I agree that the prepare_inputs methods should be consistent whichever course we take on using air temperature for solar position calculations.
@cwhanse thanks for inviting me to this discussion.
Earlier this year or last I read the Wikipedia article about atmospheric refraction (highly recommended), did some refraction calculations myself, and started to wonder about the point of SPA. The effect of refraction is huge compared to "SPA is well within the stated uncertainty of 卤 0.0003 deg."
It is nice for pvlib to provide SPA code corresponding to its published form, but for PV simulations consistency is much more useful than super high accuracy. Using fixed values for temperature and pressure promotes consistency.
If it were my code I would separate the sun position and refraction code because they model entirely different things.
Why not implement or use solpos instead. It's much simpler and faster than spa, includes refraction, and is accurate enough considering uncertainty in irradiance & other parameters. Also it solves @kanderso-nrel issue with implementing spectr2
Might be worth synchronizing with SAM at least on the default for the sun position calculation.
It looks like SAM uses that solpos C function. For the refraction calculation (which appears to be different than in SPA) pressure and temperature can be time-dependent, or fixed at defaults (1013mb and 15C, the docstring says 10C but that looks to be a typo).
I don't have a preference for any of the solar position algorithms. A drawback of SOLPOS is that it does not appear to be published other than as code.

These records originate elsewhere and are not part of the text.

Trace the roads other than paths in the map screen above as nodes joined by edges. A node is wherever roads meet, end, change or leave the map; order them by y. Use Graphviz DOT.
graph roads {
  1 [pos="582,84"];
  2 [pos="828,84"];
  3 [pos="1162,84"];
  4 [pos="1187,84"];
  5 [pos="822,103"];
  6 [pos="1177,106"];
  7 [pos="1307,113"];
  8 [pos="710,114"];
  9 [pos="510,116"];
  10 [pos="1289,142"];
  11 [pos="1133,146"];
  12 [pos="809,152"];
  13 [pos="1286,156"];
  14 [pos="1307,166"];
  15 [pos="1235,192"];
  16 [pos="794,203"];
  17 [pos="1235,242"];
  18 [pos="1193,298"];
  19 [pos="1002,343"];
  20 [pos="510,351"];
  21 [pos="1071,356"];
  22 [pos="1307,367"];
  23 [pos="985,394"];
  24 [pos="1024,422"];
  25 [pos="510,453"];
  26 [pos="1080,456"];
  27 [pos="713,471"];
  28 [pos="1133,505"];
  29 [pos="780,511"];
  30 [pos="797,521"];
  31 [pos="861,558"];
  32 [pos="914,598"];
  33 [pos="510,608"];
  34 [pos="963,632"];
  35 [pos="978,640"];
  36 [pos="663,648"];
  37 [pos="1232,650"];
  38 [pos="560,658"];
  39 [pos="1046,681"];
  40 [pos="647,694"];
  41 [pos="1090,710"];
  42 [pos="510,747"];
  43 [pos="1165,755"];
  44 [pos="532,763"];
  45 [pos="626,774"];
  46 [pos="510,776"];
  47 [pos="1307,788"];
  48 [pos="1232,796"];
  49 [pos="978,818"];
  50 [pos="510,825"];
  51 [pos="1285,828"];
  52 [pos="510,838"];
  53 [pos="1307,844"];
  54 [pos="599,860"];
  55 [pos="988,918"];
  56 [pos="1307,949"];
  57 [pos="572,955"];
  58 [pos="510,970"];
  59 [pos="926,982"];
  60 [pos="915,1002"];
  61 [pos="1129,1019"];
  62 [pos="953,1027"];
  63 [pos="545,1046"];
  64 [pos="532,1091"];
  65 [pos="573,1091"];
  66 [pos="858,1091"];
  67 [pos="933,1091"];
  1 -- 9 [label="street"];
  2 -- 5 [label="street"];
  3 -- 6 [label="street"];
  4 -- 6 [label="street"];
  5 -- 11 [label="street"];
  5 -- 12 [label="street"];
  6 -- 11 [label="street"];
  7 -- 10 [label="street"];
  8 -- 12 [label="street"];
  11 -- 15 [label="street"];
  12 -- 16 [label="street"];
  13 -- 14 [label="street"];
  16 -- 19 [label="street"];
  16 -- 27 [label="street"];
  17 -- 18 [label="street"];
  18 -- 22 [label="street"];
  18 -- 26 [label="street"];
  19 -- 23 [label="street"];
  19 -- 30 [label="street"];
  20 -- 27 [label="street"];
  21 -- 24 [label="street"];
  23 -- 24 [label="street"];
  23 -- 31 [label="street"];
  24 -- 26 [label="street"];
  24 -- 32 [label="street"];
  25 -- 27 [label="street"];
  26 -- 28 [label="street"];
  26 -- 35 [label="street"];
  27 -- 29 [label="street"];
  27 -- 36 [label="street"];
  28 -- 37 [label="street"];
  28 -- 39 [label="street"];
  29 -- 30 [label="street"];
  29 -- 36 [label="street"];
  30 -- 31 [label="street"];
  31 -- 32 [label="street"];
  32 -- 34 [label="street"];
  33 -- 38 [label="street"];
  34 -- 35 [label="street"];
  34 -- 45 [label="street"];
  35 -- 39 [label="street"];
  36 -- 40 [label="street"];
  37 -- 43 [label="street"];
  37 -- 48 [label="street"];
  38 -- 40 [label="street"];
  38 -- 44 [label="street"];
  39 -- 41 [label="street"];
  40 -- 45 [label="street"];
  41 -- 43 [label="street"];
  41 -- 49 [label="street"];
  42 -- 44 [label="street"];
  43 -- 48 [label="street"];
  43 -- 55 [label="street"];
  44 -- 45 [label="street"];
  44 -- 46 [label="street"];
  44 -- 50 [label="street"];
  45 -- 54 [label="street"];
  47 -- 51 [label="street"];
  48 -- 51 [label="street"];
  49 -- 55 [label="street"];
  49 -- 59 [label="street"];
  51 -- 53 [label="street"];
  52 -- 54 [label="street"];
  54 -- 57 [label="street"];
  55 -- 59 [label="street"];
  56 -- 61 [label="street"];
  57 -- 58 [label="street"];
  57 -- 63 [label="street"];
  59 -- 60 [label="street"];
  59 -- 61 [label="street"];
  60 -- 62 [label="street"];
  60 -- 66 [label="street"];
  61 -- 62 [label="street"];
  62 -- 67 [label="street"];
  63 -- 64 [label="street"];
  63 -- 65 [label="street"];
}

I had this document in my archives, but it similar to what's already online
SOLPOS Documentation.pdf
More background to my earlier comment:
Last year I compared simulation output from SAM, PlantPredict, Cassys, PVsyst and pvlib. This was made more difficult because _four_ different sun position algorithms were being used, and this is why I advocated for harmonization. I recommended SPA because I thought it more likely that others would switch to that, as opposed to the other way around. So perhaps we could make a pitch to SAM to adopt SPA instead. But we also need consistency on refraction.
I had this document in my archives, but it similar to what's already online
Yes. I was hoping for something to cite besides the webpage, if we implement SOLPOS.
I have no qualms about adding SOLPOS with only a citation to a webpage. It sounds like it could be a more standard and better documented version of the ephemeris function. We have a robust set of solar position tests and so it should be easy to have confidence in its results.
Looks to me like Michalsky 1988 is the one to cite.
Looks like SAM is changing to SPA? https://github.com/NREL/ssc/pull/450
Great, perhaps we can get the same default behavior for refraction too...
Looks like SAM is changing to SPA? NREL/ssc#450
SAM has (in it's development branch), using time-dependent temperature rather than annual average.